Installation Kali-Linux

How I installed Kali-Linux on a Framework

  1. Prepare an usb for the installation:

  2. Prepeare the Framework for the installation:

    • boot the laptop
    • during the boot click on the F2-button to enter the bios-menu
    • open the security-tab
    • disable secure-boot
    • leave the bios-menu and save the settings by clicking the F10-button
    • power-off the laptop
  3. Start the installation process for Kali-Linux:

    • insert the usb-drive
    • open boot-manager by with the F12-button on the keyboard
    • choose to boot from your usb-drive
    • in the first menu choose “installation”
    • run the whole installation-process
    • reboot
    • install update through the terminal with
      sudo apt update && sudo apt upgrade
    • reboot
  4. Start-up the system and install drivers:

    • open terminal
    • check the current drivers for issues
      • sudo dmesg
      • the issues are marked red
    • if the wifi-driver is missing
    • use the terminal to move the driver-file to the correct folder and reboot
      • sudo mv ~/Downloads/iwlwifi-ty-a0-gf-a0-XX.ucode /lib/firmware
      • sudo reboot
  5. Update the system:

    • open the terminal
    • check for updates and install them
      • sudo apt update
      • sudo apt upgrade

general points:

  • With Linux-Kernel 5.16.0 I had to use iwlwifi-ty-a0-gf-a0-67.ucode as wifi-firmware.
  • If you encounter any issues please tell me. I try to keep the post updated.
5 Likes

But why? You shouldn’t run Kali on Bare Metal.

1 Like

Why shouldn’t I run Kali on Bare Metal? I have specific use cases, where it’s easier to run it directly on the machine.

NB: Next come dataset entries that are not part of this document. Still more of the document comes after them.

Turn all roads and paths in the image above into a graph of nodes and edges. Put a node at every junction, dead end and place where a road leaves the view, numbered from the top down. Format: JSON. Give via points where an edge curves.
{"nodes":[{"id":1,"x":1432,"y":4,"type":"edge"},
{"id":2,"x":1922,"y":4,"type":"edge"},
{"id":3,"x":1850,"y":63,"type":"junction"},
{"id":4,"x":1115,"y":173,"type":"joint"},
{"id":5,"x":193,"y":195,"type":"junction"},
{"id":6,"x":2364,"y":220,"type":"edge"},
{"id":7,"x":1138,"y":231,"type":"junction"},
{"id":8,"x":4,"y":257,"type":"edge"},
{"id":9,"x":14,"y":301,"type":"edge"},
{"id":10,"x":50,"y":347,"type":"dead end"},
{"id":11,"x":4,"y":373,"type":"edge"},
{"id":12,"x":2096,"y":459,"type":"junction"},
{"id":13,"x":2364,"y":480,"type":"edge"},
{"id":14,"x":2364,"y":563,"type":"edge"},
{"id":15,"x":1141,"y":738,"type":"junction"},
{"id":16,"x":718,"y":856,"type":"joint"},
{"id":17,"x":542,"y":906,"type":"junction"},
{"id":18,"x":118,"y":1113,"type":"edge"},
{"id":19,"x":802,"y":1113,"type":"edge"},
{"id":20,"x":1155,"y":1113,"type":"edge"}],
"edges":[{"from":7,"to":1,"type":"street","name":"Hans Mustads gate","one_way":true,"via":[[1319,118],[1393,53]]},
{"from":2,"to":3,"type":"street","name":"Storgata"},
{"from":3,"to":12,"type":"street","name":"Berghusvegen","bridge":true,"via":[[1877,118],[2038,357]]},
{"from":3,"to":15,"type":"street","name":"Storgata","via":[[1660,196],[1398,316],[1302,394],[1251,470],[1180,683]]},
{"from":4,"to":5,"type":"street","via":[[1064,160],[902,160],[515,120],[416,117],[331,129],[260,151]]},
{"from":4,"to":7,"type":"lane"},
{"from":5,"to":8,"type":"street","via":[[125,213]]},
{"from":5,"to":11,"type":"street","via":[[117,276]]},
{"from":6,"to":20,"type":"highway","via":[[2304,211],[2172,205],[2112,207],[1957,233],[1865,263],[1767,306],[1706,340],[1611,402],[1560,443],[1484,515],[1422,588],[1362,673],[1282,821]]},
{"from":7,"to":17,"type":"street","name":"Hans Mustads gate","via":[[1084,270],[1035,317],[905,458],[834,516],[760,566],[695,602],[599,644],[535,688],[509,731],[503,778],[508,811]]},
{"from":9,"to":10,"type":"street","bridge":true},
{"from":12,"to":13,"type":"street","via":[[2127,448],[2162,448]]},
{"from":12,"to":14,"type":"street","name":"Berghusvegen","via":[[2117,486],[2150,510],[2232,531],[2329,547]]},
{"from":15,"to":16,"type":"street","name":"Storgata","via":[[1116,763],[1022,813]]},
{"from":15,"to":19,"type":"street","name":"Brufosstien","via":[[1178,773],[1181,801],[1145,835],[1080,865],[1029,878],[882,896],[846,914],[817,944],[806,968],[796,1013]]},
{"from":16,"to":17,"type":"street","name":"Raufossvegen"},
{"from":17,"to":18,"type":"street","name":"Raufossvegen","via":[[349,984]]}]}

Many reasons, but if you have specific use cases, then go ahead I guess. I just assumed it was a 9 year old script kiddie writing it. Sorry to come across as demeaning if I did.

Detailed Linux installation guides are always welcome. Stickied!

2 Likes

Thank you for the detailed instruction. :+1: I’ve been wanting to practice with Kali Linux to pursue a career in penetration testing.

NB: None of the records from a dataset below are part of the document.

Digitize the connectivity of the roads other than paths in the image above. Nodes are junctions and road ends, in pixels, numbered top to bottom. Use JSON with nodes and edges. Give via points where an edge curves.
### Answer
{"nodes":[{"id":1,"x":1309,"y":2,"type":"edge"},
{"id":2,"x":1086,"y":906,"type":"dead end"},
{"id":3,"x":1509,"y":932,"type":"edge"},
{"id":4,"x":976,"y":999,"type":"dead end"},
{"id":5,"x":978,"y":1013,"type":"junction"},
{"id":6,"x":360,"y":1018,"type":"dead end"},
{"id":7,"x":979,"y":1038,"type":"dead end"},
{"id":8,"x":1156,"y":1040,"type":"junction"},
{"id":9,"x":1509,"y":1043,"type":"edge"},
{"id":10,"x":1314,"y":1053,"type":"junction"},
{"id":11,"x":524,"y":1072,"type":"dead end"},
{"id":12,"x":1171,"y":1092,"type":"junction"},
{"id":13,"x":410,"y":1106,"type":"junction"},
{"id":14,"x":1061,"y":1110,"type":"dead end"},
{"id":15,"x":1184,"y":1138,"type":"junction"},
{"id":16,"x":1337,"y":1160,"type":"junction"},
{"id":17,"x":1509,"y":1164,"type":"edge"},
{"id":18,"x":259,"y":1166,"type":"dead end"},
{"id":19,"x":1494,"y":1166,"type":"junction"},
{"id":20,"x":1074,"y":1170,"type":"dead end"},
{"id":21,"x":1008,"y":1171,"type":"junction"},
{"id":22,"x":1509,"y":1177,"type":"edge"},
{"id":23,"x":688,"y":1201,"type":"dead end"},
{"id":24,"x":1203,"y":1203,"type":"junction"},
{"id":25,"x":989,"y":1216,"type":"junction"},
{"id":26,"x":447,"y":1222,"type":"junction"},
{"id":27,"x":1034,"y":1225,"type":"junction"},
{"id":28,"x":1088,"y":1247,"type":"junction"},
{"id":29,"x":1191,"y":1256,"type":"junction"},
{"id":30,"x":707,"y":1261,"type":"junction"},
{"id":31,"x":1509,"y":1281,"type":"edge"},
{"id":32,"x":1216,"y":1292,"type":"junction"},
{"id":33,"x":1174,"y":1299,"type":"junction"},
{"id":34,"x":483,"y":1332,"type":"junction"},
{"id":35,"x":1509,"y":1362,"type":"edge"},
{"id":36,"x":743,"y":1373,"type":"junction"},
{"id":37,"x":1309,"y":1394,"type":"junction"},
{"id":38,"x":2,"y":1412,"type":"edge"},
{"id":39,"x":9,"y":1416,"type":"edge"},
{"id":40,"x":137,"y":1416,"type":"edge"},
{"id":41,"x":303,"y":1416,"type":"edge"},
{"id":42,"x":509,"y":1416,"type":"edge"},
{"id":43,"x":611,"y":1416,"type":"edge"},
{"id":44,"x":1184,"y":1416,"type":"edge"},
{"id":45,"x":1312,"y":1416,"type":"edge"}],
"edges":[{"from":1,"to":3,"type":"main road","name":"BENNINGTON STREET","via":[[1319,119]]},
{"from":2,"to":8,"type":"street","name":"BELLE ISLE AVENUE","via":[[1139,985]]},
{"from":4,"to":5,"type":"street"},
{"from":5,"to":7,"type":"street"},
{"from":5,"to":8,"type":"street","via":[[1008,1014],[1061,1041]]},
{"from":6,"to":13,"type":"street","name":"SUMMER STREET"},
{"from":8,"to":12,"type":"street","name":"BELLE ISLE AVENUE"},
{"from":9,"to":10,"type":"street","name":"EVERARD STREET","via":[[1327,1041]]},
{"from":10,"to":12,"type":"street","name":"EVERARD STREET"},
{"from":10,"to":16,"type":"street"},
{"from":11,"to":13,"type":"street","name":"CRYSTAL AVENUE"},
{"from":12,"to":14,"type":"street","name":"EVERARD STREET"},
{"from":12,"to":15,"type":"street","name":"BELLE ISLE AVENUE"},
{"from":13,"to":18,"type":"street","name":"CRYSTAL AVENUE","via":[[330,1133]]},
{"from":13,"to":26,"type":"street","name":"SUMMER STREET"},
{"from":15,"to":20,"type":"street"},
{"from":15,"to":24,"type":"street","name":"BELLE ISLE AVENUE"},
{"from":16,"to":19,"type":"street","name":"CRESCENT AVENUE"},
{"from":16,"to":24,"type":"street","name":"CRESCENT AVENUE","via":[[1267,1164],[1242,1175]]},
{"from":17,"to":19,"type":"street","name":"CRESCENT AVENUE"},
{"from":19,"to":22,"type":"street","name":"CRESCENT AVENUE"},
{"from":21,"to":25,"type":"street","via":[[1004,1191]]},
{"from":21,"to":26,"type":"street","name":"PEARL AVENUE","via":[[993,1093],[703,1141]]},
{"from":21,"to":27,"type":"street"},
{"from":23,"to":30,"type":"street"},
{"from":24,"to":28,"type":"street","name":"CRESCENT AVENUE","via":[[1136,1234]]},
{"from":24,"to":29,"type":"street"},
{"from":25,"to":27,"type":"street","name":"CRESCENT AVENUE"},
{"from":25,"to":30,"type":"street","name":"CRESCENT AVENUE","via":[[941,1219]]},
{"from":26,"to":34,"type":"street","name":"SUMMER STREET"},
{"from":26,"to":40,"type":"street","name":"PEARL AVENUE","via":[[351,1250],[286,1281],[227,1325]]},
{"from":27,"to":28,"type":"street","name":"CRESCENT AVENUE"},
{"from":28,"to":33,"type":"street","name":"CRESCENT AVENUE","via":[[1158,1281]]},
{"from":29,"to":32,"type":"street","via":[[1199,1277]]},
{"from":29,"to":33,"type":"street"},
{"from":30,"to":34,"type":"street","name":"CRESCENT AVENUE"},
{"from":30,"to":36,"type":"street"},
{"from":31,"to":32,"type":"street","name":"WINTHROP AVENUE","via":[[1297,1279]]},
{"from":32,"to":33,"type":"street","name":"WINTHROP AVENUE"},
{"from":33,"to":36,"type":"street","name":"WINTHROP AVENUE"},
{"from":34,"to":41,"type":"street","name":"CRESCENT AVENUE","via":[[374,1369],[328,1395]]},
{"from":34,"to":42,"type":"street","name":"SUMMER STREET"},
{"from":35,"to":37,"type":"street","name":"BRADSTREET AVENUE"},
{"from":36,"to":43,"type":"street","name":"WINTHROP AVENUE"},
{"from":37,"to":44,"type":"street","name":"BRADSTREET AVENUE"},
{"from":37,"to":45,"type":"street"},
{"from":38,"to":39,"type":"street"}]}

Very grateful to find this here. Thanks, @GeorgeHai. But I’m having serious problems with Etcher.

I’ve been using Ventoy over the past couple of years. On my advice a friend in France bought a Framework laptop, which arrived yesterday. I’d promised her I’d talk her through the installation of Ubuntu. So far so good.

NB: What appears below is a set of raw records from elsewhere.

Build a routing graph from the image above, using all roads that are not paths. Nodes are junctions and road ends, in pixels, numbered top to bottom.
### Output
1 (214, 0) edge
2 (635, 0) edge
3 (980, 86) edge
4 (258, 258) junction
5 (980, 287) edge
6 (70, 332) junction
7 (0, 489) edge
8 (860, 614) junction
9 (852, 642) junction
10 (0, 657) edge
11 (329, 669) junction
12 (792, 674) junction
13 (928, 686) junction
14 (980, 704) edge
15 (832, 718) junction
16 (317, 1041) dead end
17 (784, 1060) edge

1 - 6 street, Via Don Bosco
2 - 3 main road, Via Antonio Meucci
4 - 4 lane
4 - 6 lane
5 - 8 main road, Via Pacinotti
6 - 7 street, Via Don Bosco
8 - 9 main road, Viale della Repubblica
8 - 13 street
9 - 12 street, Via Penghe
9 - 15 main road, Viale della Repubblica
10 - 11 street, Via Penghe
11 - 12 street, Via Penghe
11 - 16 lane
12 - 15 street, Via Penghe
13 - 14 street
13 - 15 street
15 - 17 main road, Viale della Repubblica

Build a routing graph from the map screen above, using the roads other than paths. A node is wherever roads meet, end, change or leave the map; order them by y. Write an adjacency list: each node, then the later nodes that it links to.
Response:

But she’s a Mac user and you can’t (I discovered this morning) set up a Ventoy USB from a Mac. So I fell back on Etcher.

I created a bootable Ubuntu USB on my Hackintosh using Etcher. It fails to boot on my Framework. I recreated it using Etcher on this Framework laptop running Ubuntu. Again, the USB fails to boot. Framework’s elective boot, F12, simply fails to find the USB. It only finds my Ubuntu/Windows dual installation.

F12 finds Ventoy USBs just fine. I can only conclude that on my Hackintosh and on my Framework laptop, Etcher fails to create a bootable USB stick.

MOMENTS LATER

Oh, wait…

I could also conclude that my USB stick is somehow faulty!

Let me get back to you on that…

SOME SHORT TIME LATER

Ok. Thanks a lot for rubber-ducking me on this one. Yes, as I hear you shout back, it was indeed a dud USB stick. Booting nicely now from a shiny SanDisk Ultra.

Thinking it over, I must have allowed myself to be fooled by Etcher’s “Validation” run after the flashing. It leaves you with the impression that Etcher has checked the USB stick and it’s AOK. So the lesson is, don’t necessarily trust the “Validation”. It’s just checking that the code has arrived intact, not that the USB is kosher.

(But I’d still much rather use Ventoy.)


Chris

Thanks for the instruction post, helped a lot!